Quand on était petit, on avait tous un cobaye, un hamster, un chaton, une souris blanche ou un lapin. C’était une sorte de copain. Une petite boule vivante, un oeil rouge qui vous regardait avec confiance tandis que la bestiole grignotait le bout de carotte qu’on partageait avec lui... La nuit, il venait tout doucement vous brouter les sourcils.
Parmi les copains de l’école, à la même époque, il y en avait un ou deux, qui ne jouaient jamais avec nous. Pas le temps, trop occupés, parce que déjà à cet âge, ils faisaient des affaires ! Ils élevaient des lapins.
Tout plein. Bien serrés dans des cages perfectionnées. Ils les faisaient se reproduire à « tire-l’haricot », les engraissaient et les vendaient. Ou les tuaient eux-mêmes pour augmenter la rentabilité. Le coup du lapin, et couic ! l’animal tournait de l’oeil — un oeil dans lequel l’autre n’avait jamais eu la curiosité de regarder. A cinq francs pièce, les clapiers c’étaient de sacrées tirelires pleines de thunes !
Bon, je vous entends d’ici : tu en manges bien du lapin, toi, espèce d’hypocrite ! Eh, oui, ça m’arrive... Et avec de la polenta grillée, miam ! Mais la question n’est pas là ! On parle bizness, pas gastronomie !
Le fond du problème, c’est le malaise qui nous prend tous quand on n’entend parler que de pensée unique, de primauté de l’économique, de lois du marché, de fric, de bourse, de bénéfices et de combines.

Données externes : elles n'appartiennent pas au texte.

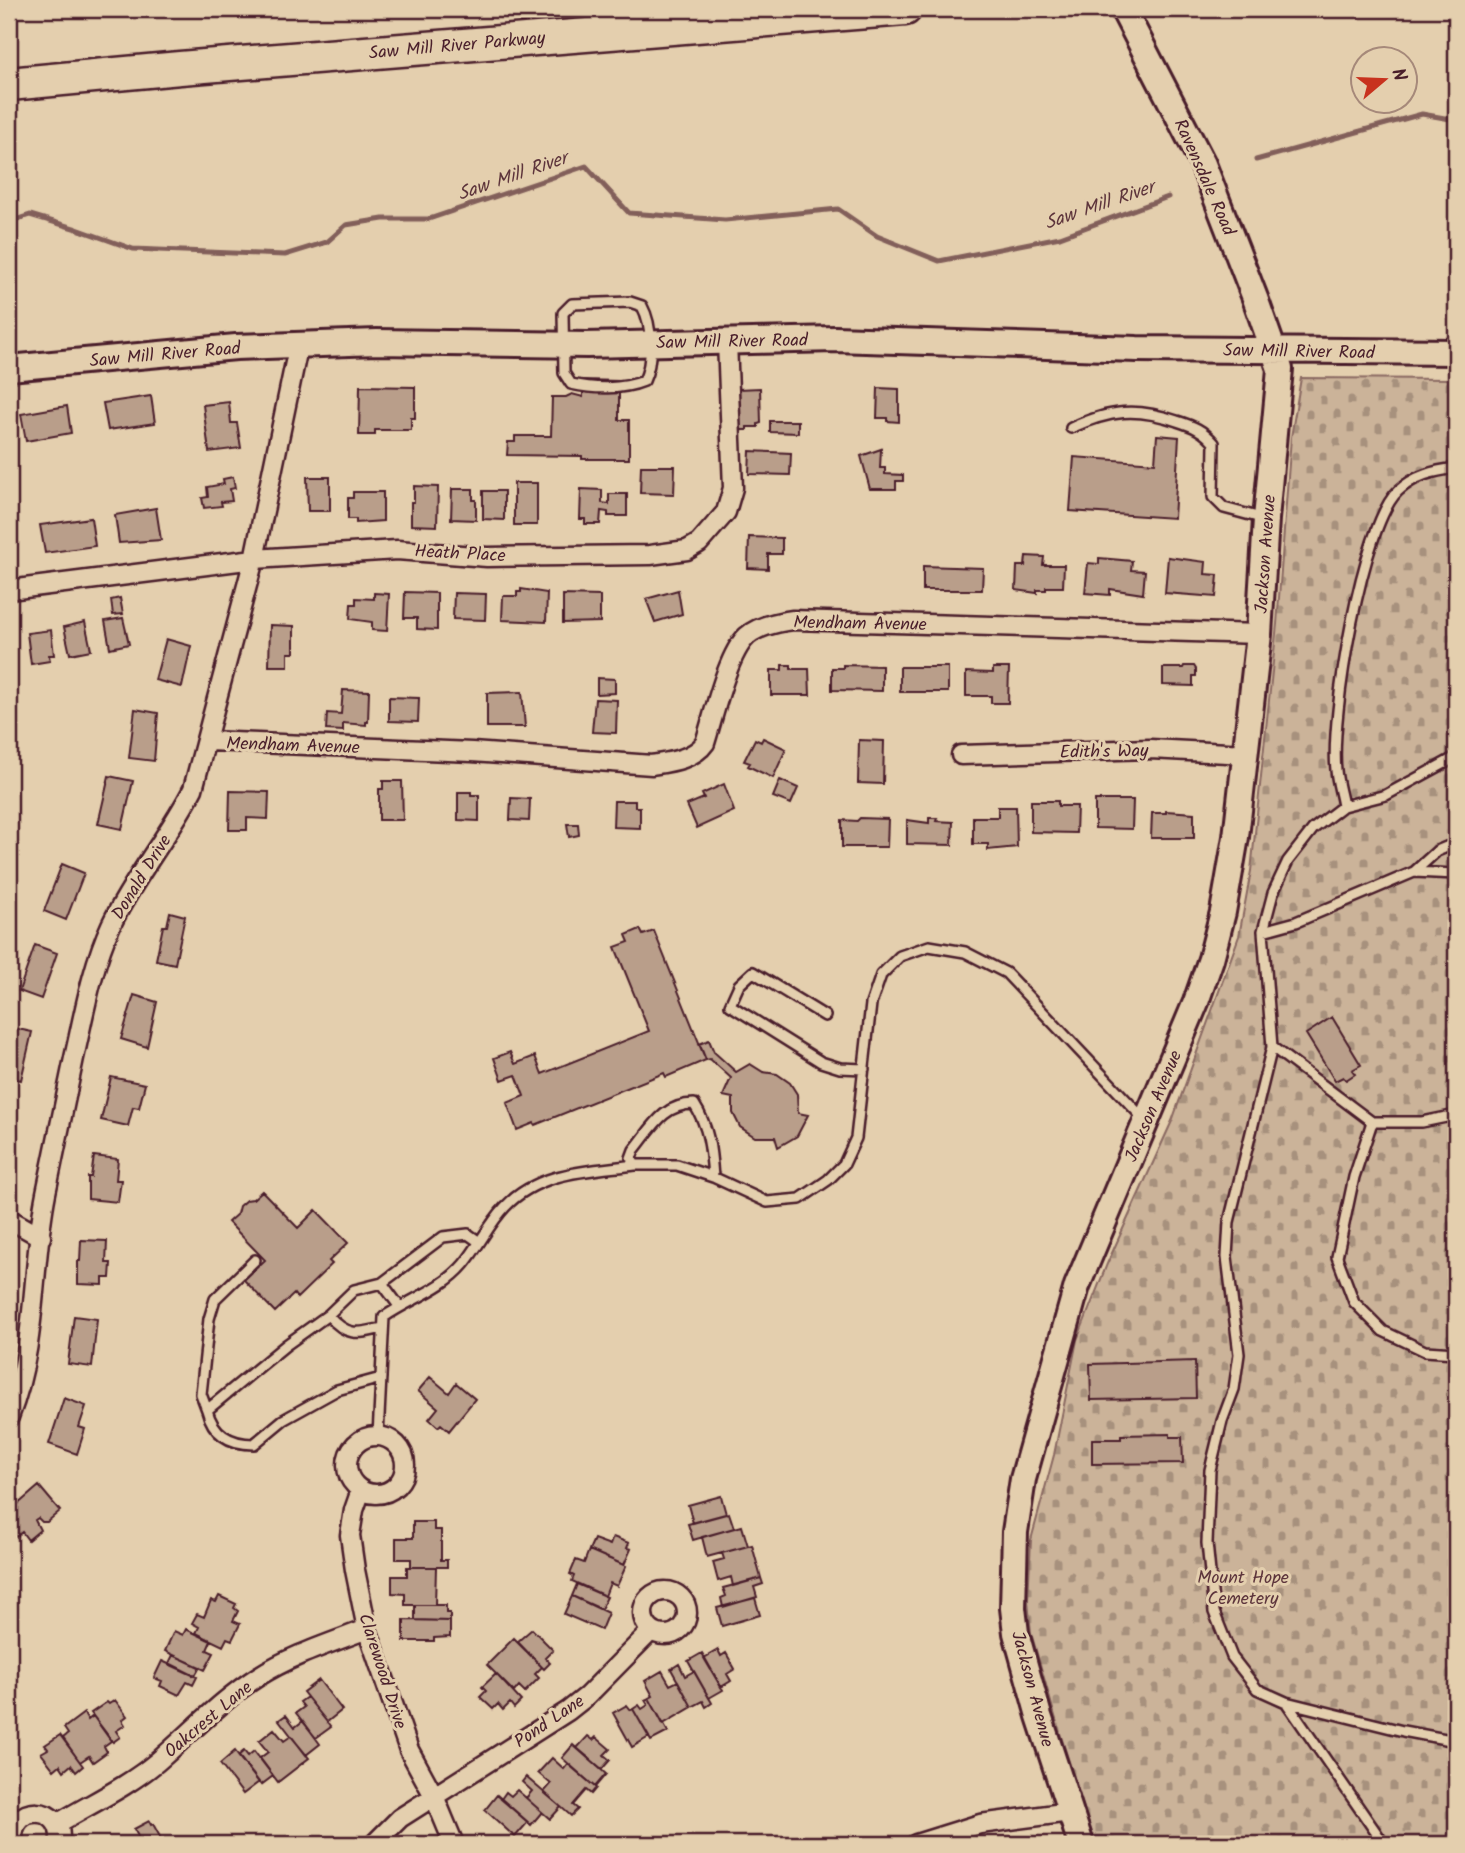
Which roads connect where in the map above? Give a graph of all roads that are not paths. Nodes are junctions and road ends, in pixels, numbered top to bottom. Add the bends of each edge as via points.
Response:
1 (638, 9) edge
2 (905, 9) edge
3 (1123, 9) edge
4 (9, 63) edge
5 (9, 84) edge
6 (727, 342) junction
7 (299, 343) junction
8 (649, 343) junction
9 (564, 345) junction
10 (1274, 351) junction
11 (1456, 352) edge
12 (9, 369) edge
13 (1071, 428) dead end
14 (1456, 468) edge
15 (1266, 519) junction
16 (254, 559) junction
17 (9, 590) edge
18 (1259, 634) junction
19 (208, 741) junction
20 (1247, 754) junction
21 (961, 755) dead end
22 (1456, 757) edge
23 (1343, 806) junction
24 (1456, 843) edge
25 (1414, 872) junction
26 (1456, 874) edge
27 (1263, 931) junction
28 (825, 1016) dead end
29 (1272, 1047) junction
30 (864, 1069) junction
31 (1456, 1115) edge
32 (1147, 1122) junction
33 (1372, 1122) junction
34 (635, 1165) junction
35 (713, 1177) junction
36 (9, 1220) edge
37 (41, 1237) junction
38 (478, 1241) junction
39 (255, 1260) dead end
40 (383, 1283) junction
41 (400, 1306) junction
42 (328, 1315) junction
43 (383, 1328) junction
44 (1456, 1353) edge
45 (381, 1378) junction
46 (207, 1410) junction
47 (9, 1417) edge
48 (378, 1436) junction
49 (361, 1490) junction
50 (367, 1629) junction
51 (651, 1631) dead end
52 (1286, 1702) junction
53 (1456, 1741) edge
54 (434, 1796) junction
55 (1070, 1812) junction
56 (57, 1824) junction
57 (13, 1844) edge
58 (59, 1844) edge
59 (374, 1844) edge
60 (454, 1844) edge
61 (916, 1844) edge
62 (1081, 1844) edge
63 (1384, 1844) edge

1 - 4 highway, Saw Mill River Parkway
2 - 5 highway, Saw Mill River Parkway
3 - 10 main road, Ravensdale Road via 1203,164
6 - 8 main road, Saw Mill River Road
6 - 10 main road, Saw Mill River Road via 835,339
6 - 16 street, Heath Place via 733,488 726,512 688,550 650,555 486,557 397,550
7 - 9 main road, Saw Mill River Road
7 - 12 main road, Saw Mill River Road
7 - 16 street, Donald Drive
8 - 9 main road, Saw Mill River Road
8 - 9 lane via 648,317 642,306 589,302 572,304 563,313
8 - 9 lane via 650,369 644,381 630,387 571,384 564,373
10 - 11 main road, Saw Mill River Road
10 - 15 main road, Jackson Avenue via 1280,369
13 - 15 lane via 1094,417 1138,411 1202,429 1214,443 1213,497 1224,508
14 - 23 lane via 1427,471 1397,492 1375,531 1344,654 1336,723 1336,769
15 - 18 main road, Jackson Avenue
16 - 17 street, Heath Place
16 - 19 street, Donald Drive
18 - 19 street, Mendham Avenue via 775,623 748,635 733,655 699,751 652,765
18 - 20 main road, Jackson Avenue
19 - 37 street, Donald Drive via 188,800 126,894 109,929 88,994 45,1196
20 - 21 street, Edith's Way via 1150,749
20 - 32 main road, Jackson Avenue via 1211,959
22 - 23 lane via 1386,795
23 - 27 lane via 1313,829 1288,861
24 - 25 lane via 1437,851
25 - 26 lane
25 - 27 lane via 1296,922
27 - 29 lane
28 - 30 lane via 753,972 739,985 730,1005 821,1062
29 - 33 lane
29 - 52 lane via 1229,1222 1227,1257 1239,1354 1234,1389 1210,1470 1207,1543 1214,1612 1232,1657 1257,1689
30 - 32 lane via 871,1004 881,975 900,956 929,946 965,951 1006,974
30 - 35 lane via 856,1138 844,1164 828,1180 800,1199 767,1202
31 - 33 lane via 1422,1122
32 - 55 main road, Jackson Avenue via 1077,1286 1023,1479 1015,1532 1016,1633
33 - 44 lane via 1337,1257 1354,1302 1383,1331 1426,1351
34 - 35 lane via 677,1165
34 - 35 lane via 631,1158 634,1150 667,1109 694,1104 709,1137
34 - 38 lane via 554,1176 525,1190
36 - 37 street
37 - 47 street, Donald Drive via 32,1330
38 - 40 lane via 468,1234 443,1237
38 - 41 lane via 464,1264 436,1289
39 - 46 lane via 215,1299 201,1394
40 - 41 lane
40 - 42 lane via 354,1290
41 - 43 lane via 384,1317
42 - 43 lane via 349,1333
42 - 46 lane
43 - 45 lane
45 - 46 lane via 337,1390 283,1420 254,1444 241,1444 217,1432
45 - 48 lane
48 - 49 street via 360,1441 348,1456 349,1475
48 - 49 street via 401,1451 404,1469 396,1486 379,1493
49 - 50 street, Clarewood Drive via 350,1535
50 - 54 street, Clarewood Drive via 410,1750
50 - 56 street, Oakcrest Lane via 291,1658 261,1675 156,1763
51 - 54 street, Pond Lane via 568,1711
52 - 53 lane
52 - 63 lane
54 - 59 street, Pond Lane via 400,1818
54 - 60 street, Clarewood Drive
55 - 61 street via 980,1824
55 - 62 main road, Jackson Avenue
56 - 57 street via 45,1814 29,1813 13,1829
56 - 58 street

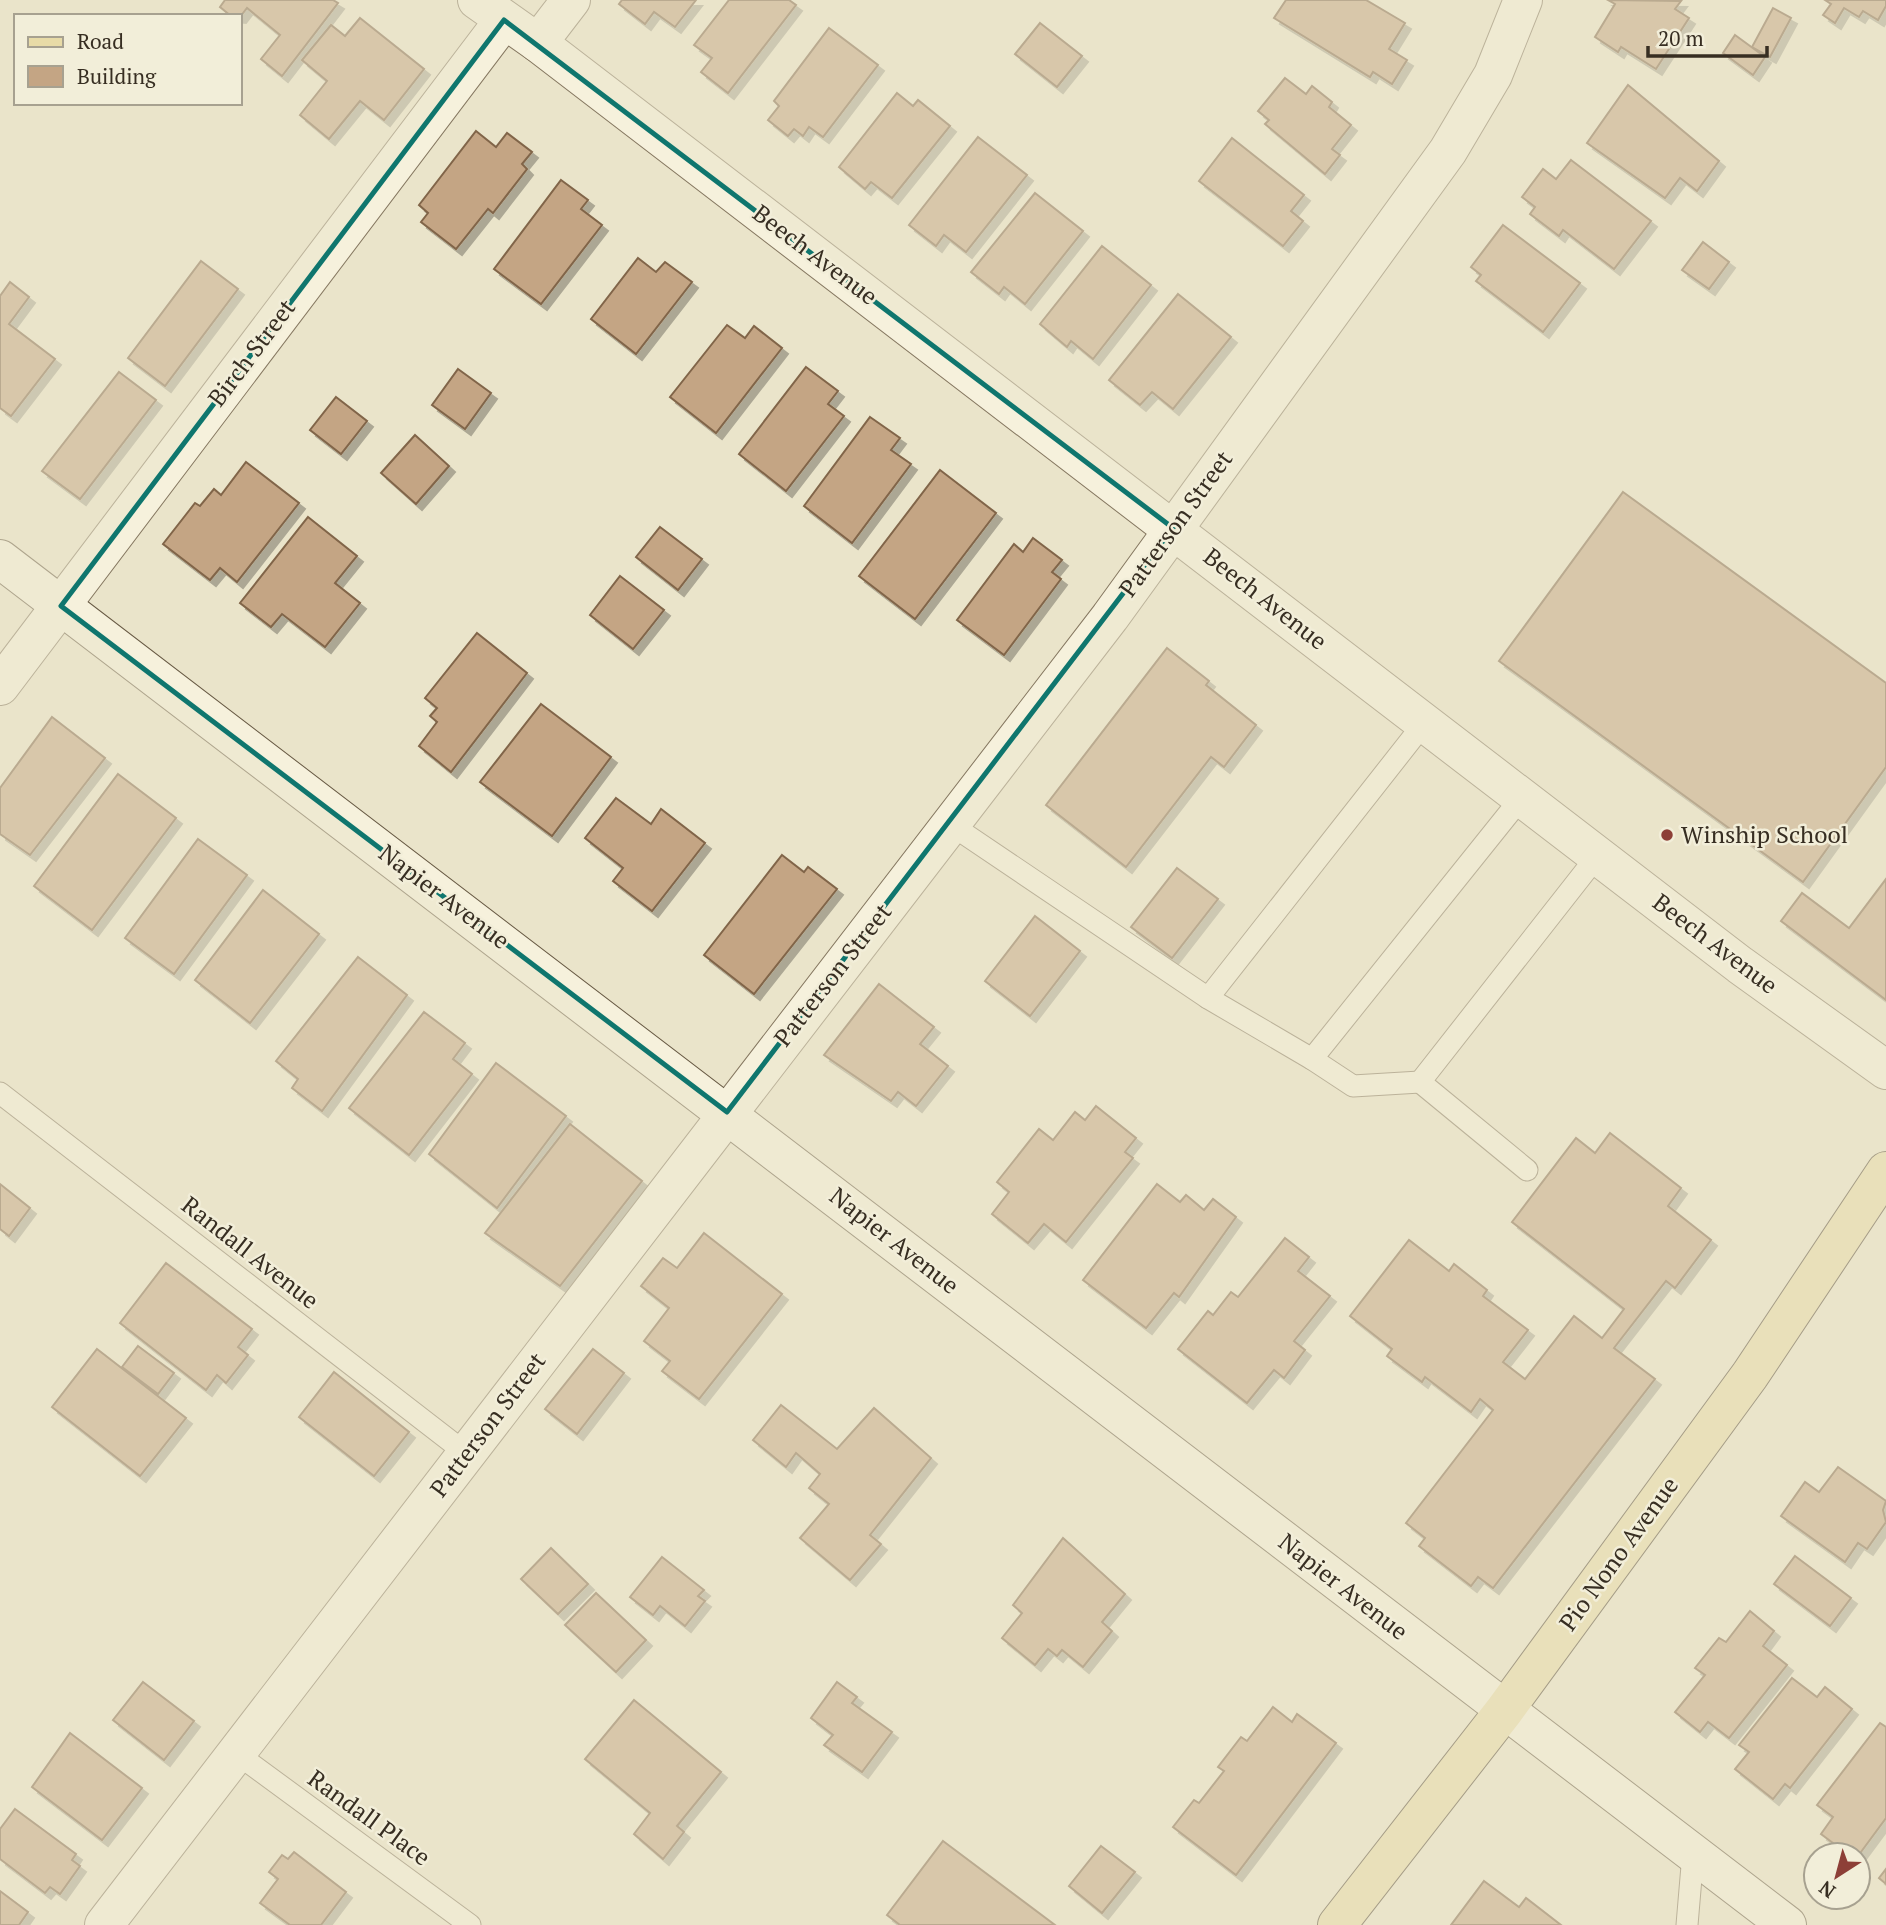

Des hommes, jamais ! Sauf pour décompter les victimes du chômage, du sang contaminé, de la vache folle ou de la haute truanderie...
Le monde serait-il mené par les vendeurs de lapin d’hier aux yeux de qui les humains doivent être des espèces de Jeannot lapins ou de pigeons à dévorer ?
Nasr Eddin Hodja, lui, criait par la ville : « J’ai perdu mon âne ! J’ai perdu mon âne ! Mon âne en récompense pour qui me le ramènera ! ». Un « pense-unique » l’arrête et le traite de fou : « Si tu donnes ton âne en récompense, à quoi ça te sert de le retrouver ? ». Le subtil Hodja lui fait cette réponse : « Et tu comptes pour rien le plaisir des retrouvailles ? »
Nous, quel sera le plaisir de nos retrouvailles avec les vaches folles, les veaux au mercure, les poulets à six pattes, les cochons génétiquement trafiqués, le gibier atomique que tranquillement les vendeurs de lapins nous fabriquent ?
Méfions-nous ! Ce qu’on fait aux bêtes, on finit par le faire aux gens ! Parce que les animaux, les gens, la vie, ce n’est rien d’autre qu’un terrain de jeu bien juteux pour les requins-marteaux qui nous dirigent.